Not surprisingly, she’s raging about Jake, and the police have been in several times, first to take her statement and then to clarify things.
Her mom’s face was a picture when she heard Sadie recount everything Jake said and did.
On Saturday, we get Sadie home and settle her back into the apartment.
On the first day back, she complains so much about having to rest and not doing any work that I have to set her up with a table that moves over her lap and a screen and computer so she can “contribute.” She’s a surprisingly grumpy patient.
But she does get tired, so I cook for her each night and encourage her to read more and work less.
Mr. Karen likes to get his paws on her warm keyboard, and she spends a lot of her time pushing him off it.
Her mom watches us with big eyes and berates Sadie on and off for not being grateful for how much care I’m taking of her.

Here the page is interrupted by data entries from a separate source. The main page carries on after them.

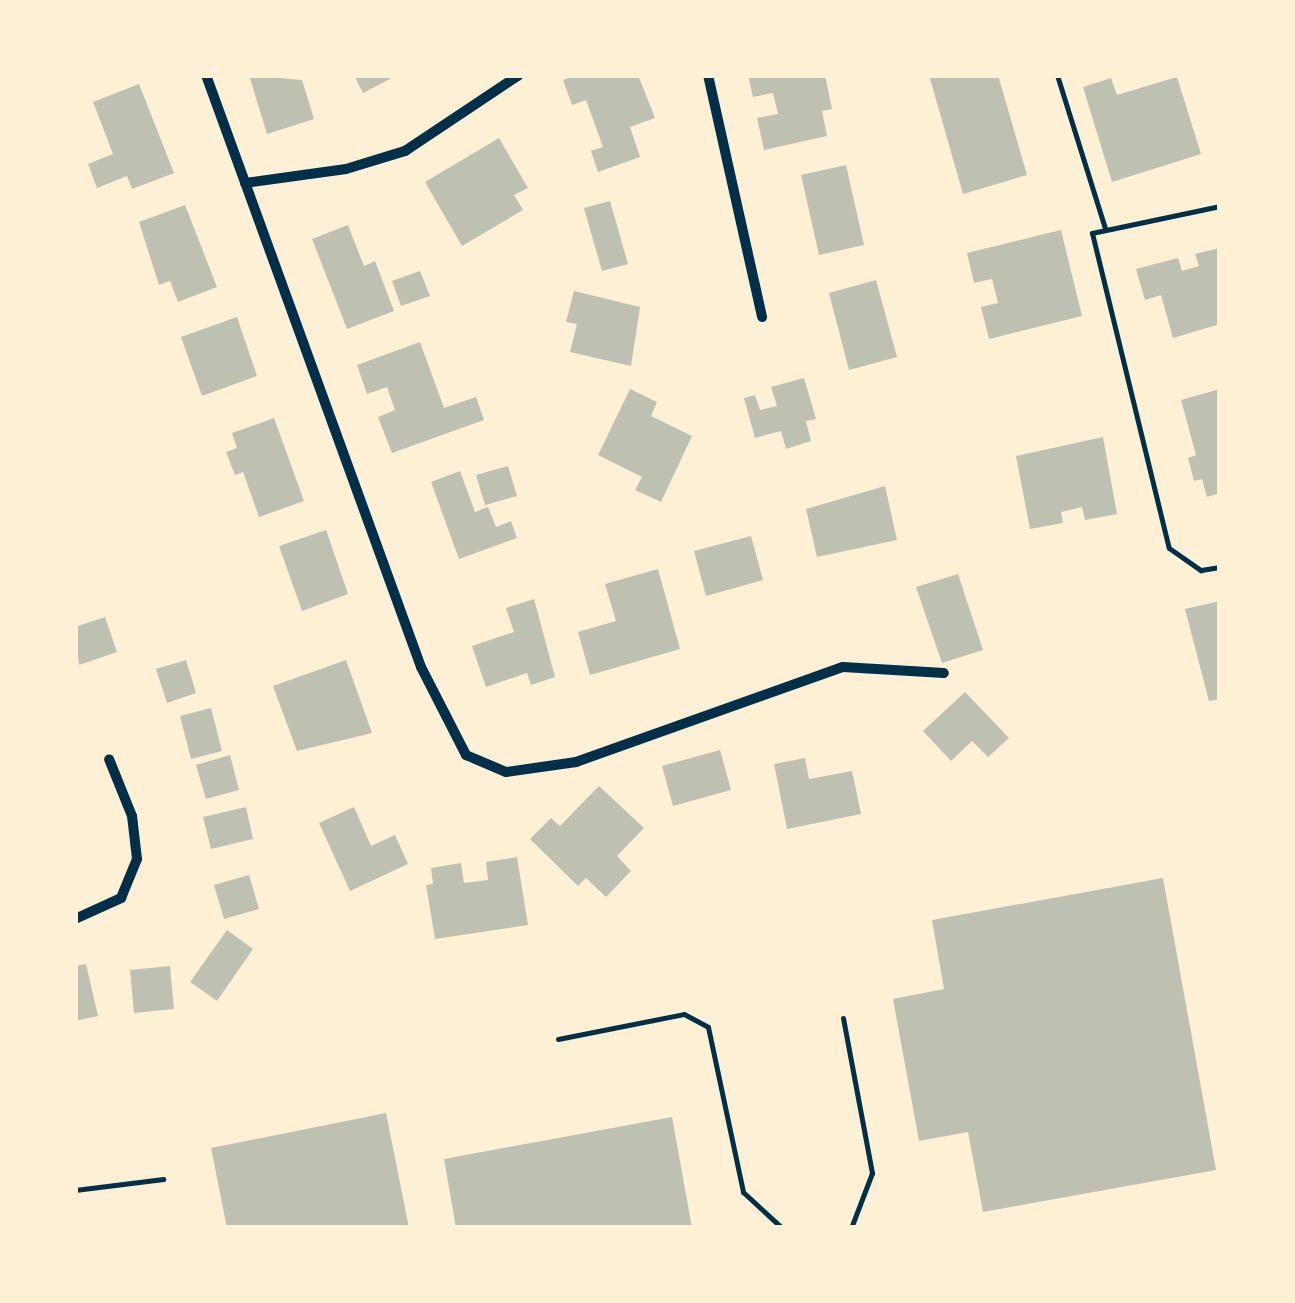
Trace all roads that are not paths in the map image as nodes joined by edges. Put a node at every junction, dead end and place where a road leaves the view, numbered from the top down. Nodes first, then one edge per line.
1 (206, 75) edge
2 (519, 75) edge
3 (708, 75) edge
4 (1057, 75) edge
5 (245, 183) junction
6 (1220, 206) edge
7 (1105, 228) junction
8 (762, 317) dead end
9 (1220, 567) edge
10 (944, 673) dead end
11 (109, 759) dead end
12 (75, 919) edge
13 (843, 1018) dead end
14 (558, 1039) dead end
15 (163, 1179) dead end
16 (75, 1190) edge
17 (782, 1228) edge
18 (851, 1228) edge

1 - 5 street
2 - 5 street
3 - 8 street
4 - 7 lane
5 - 10 street
6 - 7 lane
7 - 9 lane
11 - 12 street
13 - 18 lane
14 - 17 lane
15 - 16 lane

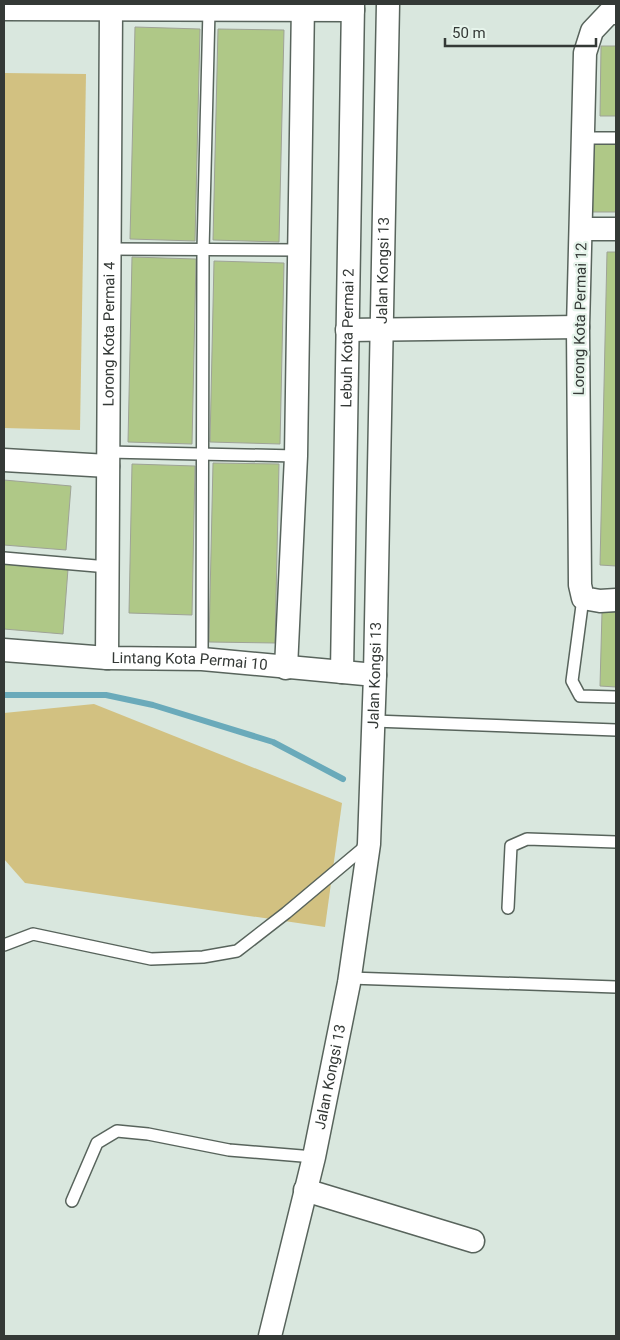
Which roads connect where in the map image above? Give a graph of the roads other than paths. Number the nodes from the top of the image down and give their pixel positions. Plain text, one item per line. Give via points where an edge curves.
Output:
1 (388, 4) edge
2 (36, 7) edge
3 (303, 7) edge
4 (353, 7) edge
5 (4, 9) edge
6 (111, 10) junction
7 (209, 10) junction
8 (616, 13) edge
9 (583, 138) junction
10 (616, 138) edge
11 (581, 229) junction
12 (616, 229) edge
13 (110, 249) junction
14 (203, 250) junction
15 (299, 250) junction
16 (578, 327) junction
17 (382, 328) junction
18 (347, 330) junction
19 (202, 454) junction
20 (296, 456) junction
21 (108, 459) junction
22 (4, 460) edge
23 (4, 558) edge
24 (108, 567) junction
25 (582, 592) junction
26 (616, 600) edge
27 (4, 650) edge
28 (107, 658) junction
29 (202, 659) junction
30 (286, 668) junction
31 (342, 672) junction
32 (375, 674) junction
33 (616, 697) edge
34 (374, 721) junction
35 (616, 730) edge
36 (616, 842) edge
37 (369, 844) junction
38 (508, 908) dead end
39 (4, 945) edge
40 (350, 978) junction
41 (616, 987) edge
42 (314, 1157) junction
43 (305, 1190) junction
44 (72, 1201) dead end
45 (473, 1241) dead end
46 (271, 1336) edge

1 - 17 street, Jalan Kongsi 13
2 - 5 street
2 - 6 street
3 - 4 street
3 - 7 street
3 - 15 street
4 - 18 street, Lebuh Kota Permai 2
6 - 7 street
6 - 13 street, Lorong Kota Permai 4
7 - 14 lane
8 - 9 street, Lorong Kota Permai 12 via 609,13 592,31 585,53
9 - 10 lane
9 - 11 street, Lorong Kota Permai 12
11 - 12 street
11 - 16 street, Lorong Kota Permai 12
13 - 14 lane
13 - 21 street, Lorong Kota Permai 4
14 - 15 lane
14 - 19 lane
15 - 20 street
16 - 17 street
16 - 25 street, Lorong Kota Permai 12
17 - 18 street
17 - 32 street, Jalan Kongsi 13
18 - 31 street, Lebuh Kota Permai 2
19 - 20 lane
19 - 21 lane
19 - 29 lane
20 - 30 street
21 - 22 street
21 - 24 street, Lorong Kota Permai 4
23 - 24 lane
24 - 28 street, Lorong Kota Permai 4
25 - 26 street via 600,601
25 - 33 lane via 572,681 580,696
27 - 28 street, Lintang Kota Permai 10
28 - 29 street, Lintang Kota Permai 10
29 - 30 street, Lintang Kota Permai 10
30 - 31 street, Lintang Kota Permai 10
31 - 32 street, Lintang Kota Permai 10
32 - 34 street, Jalan Kongsi 13
34 - 35 lane
34 - 37 street, Jalan Kongsi 13
36 - 38 lane via 527,839 511,846
37 - 39 lane via 237,951 203,957 151,959 33,934
37 - 40 street, Jalan Kongsi 13
40 - 41 lane
40 - 42 street, Jalan Kongsi 13
42 - 43 street, Jalan Kongsi 13
42 - 44 lane via 229,1150 117,1131 97,1143
43 - 45 street
43 - 46 street, Jalan Kongsi 13

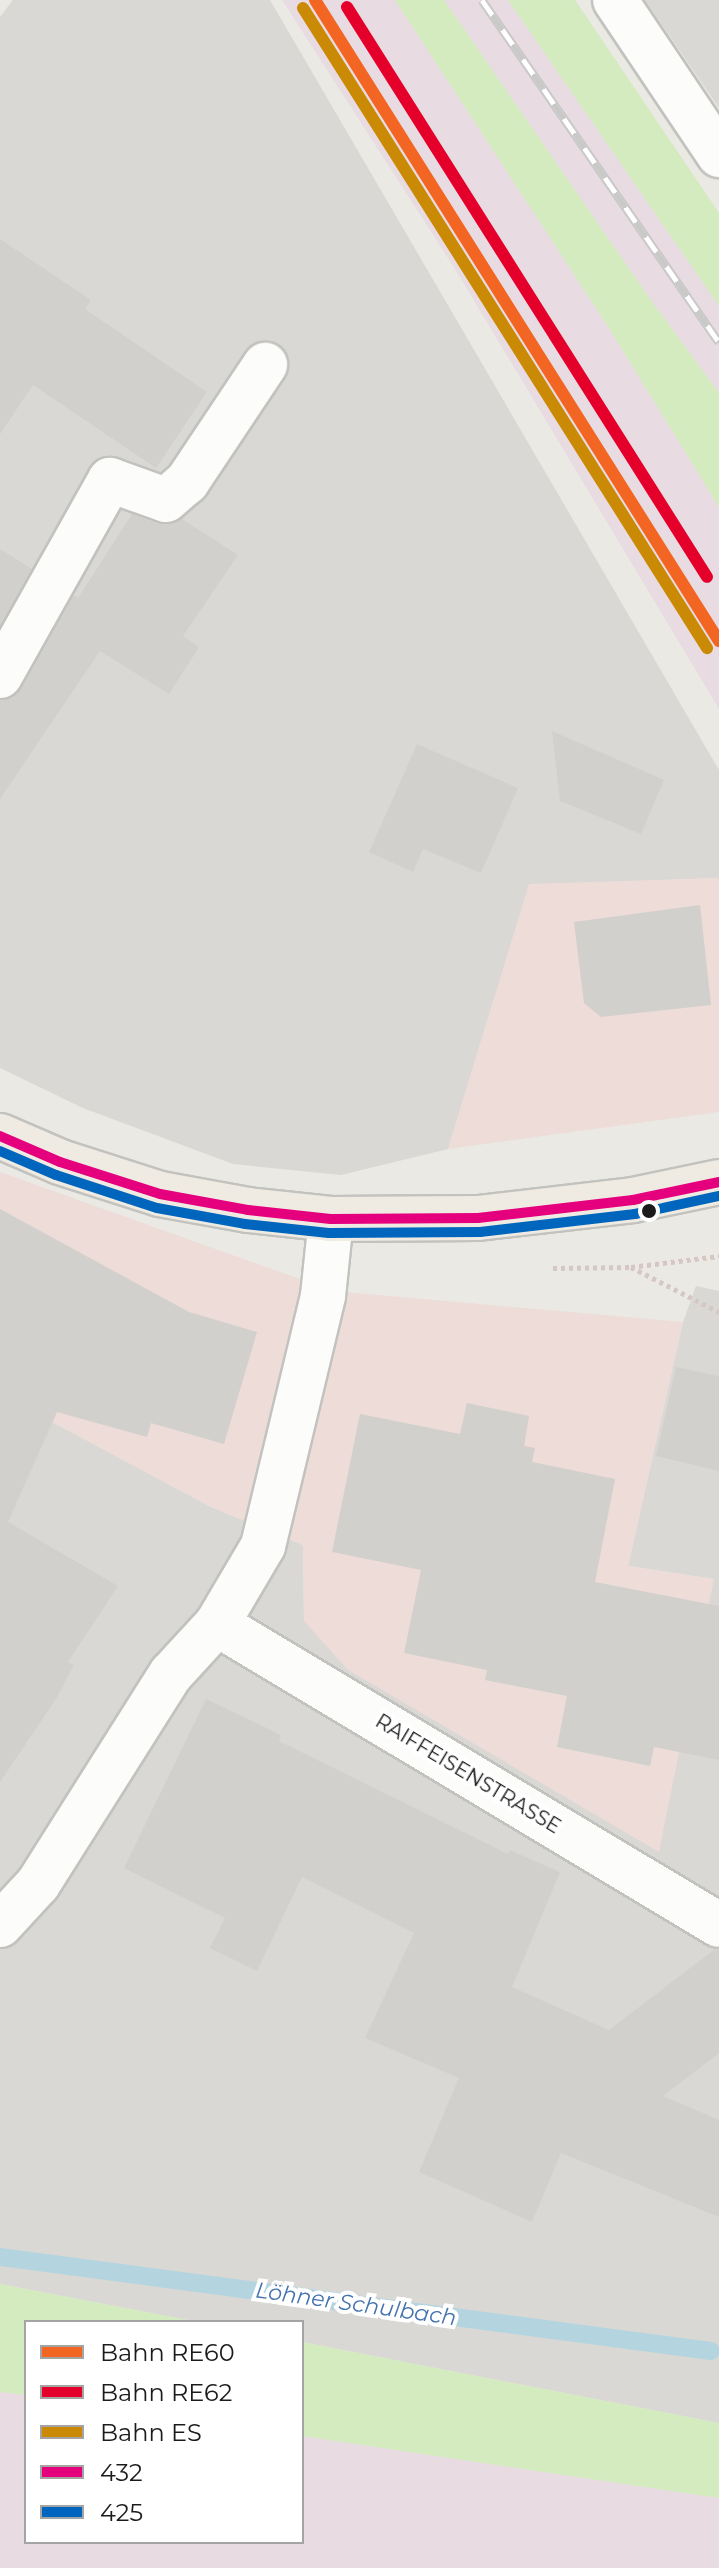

But I don’t want her gratitude; I just want her to know, through every small action, how deeply she matters and how much she’s loved.
Everything I feel about Sadie, everything we’ve done, coalesced when I pulled her cardigan open and saw the blood on her top.
It was like someone set my body on fire.
Like there was nothing more important I’d ever do in my life than stopping that bleeding.
All my aversion to looking at and dealing with medical issues flew right out of the window.
This was my person, and I had to save her life.
It made the things I did with Jane seem trivial, like we’d been playing at house, acting out the roles of boyfriend and girlfriend.
And anger is still bubbling in my gut about Jane.
I blame her for this whole thing. Not the Jake part, obviously, but the Sadie running away and me getting robbed bit.
I don’t know what she thought she was doing, turning up at the office and confronting Sadie like that.
She’s messaged me a few times, but I haven’t responded.
If we’re actually going to stay in touch—though I have my doubts—she needs to understand who Sadie is to me now and how damaging what she did was.
It’s more than boundaries; it’s about respect and reasonable behavior.
So, with that in mind, I agree to see her two days later.